==== DATASET EXCERPTS ====
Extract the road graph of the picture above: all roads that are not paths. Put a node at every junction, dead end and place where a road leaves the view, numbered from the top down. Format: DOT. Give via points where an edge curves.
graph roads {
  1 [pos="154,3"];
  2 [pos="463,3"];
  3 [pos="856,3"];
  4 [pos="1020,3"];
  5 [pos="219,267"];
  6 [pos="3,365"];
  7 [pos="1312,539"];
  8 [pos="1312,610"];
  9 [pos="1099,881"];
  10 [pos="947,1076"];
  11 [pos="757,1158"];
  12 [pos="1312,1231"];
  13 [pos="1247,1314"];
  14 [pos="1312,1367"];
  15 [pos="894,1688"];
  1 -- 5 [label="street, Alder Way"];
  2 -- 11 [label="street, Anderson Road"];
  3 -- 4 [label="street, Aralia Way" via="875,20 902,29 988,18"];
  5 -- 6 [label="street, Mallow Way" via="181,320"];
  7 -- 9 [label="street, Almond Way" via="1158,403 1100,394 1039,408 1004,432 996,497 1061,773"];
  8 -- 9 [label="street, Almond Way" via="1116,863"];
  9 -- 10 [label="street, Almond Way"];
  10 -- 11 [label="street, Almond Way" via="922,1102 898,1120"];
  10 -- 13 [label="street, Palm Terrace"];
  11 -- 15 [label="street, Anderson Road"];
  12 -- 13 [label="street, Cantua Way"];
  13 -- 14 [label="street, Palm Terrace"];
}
====
Using the data above, restate every record word for word.

▸ ANSWER TO THIS EXERCISE
Extract the road graph of the picture above: all roads that are not paths. Put a node at every junction, dead end and place where a road leaves the view, numbered from the top down. Format: DOT. Give via points where an edge curves.
graph roads {
  1 [pos="154,3"];
  2 [pos="463,3"];
  3 [pos="856,3"];
  4 [pos="1020,3"];
  5 [pos="219,267"];
  6 [pos="3,365"];
  7 [pos="1312,539"];
  8 [pos="1312,610"];
  9 [pos="1099,881"];
  10 [pos="947,1076"];
  11 [pos="757,1158"];
  12 [pos="1312,1231"];
  13 [pos="1247,1314"];
  14 [pos="1312,1367"];
  15 [pos="894,1688"];
  1 -- 5 [label="street, Alder Way"];
  2 -- 11 [label="street, Anderson Road"];
  3 -- 4 [label="street, Aralia Way" via="875,20 902,29 988,18"];
  5 -- 6 [label="street, Mallow Way" via="181,320"];
  7 -- 9 [label="street, Almond Way" via="1158,403 1100,394 1039,408 1004,432 996,497 1061,773"];
  8 -- 9 [label="street, Almond Way" via="1116,863"];
  9 -- 10 [label="street, Almond Way"];
  10 -- 11 [label="street, Almond Way" via="922,1102 898,1120"];
  10 -- 13 [label="street, Palm Terrace"];
  11 -- 15 [label="street, Anderson Road"];
  12 -- 13 [label="street, Cantua Way"];
  13 -- 14 [label="street, Palm Terrace"];
}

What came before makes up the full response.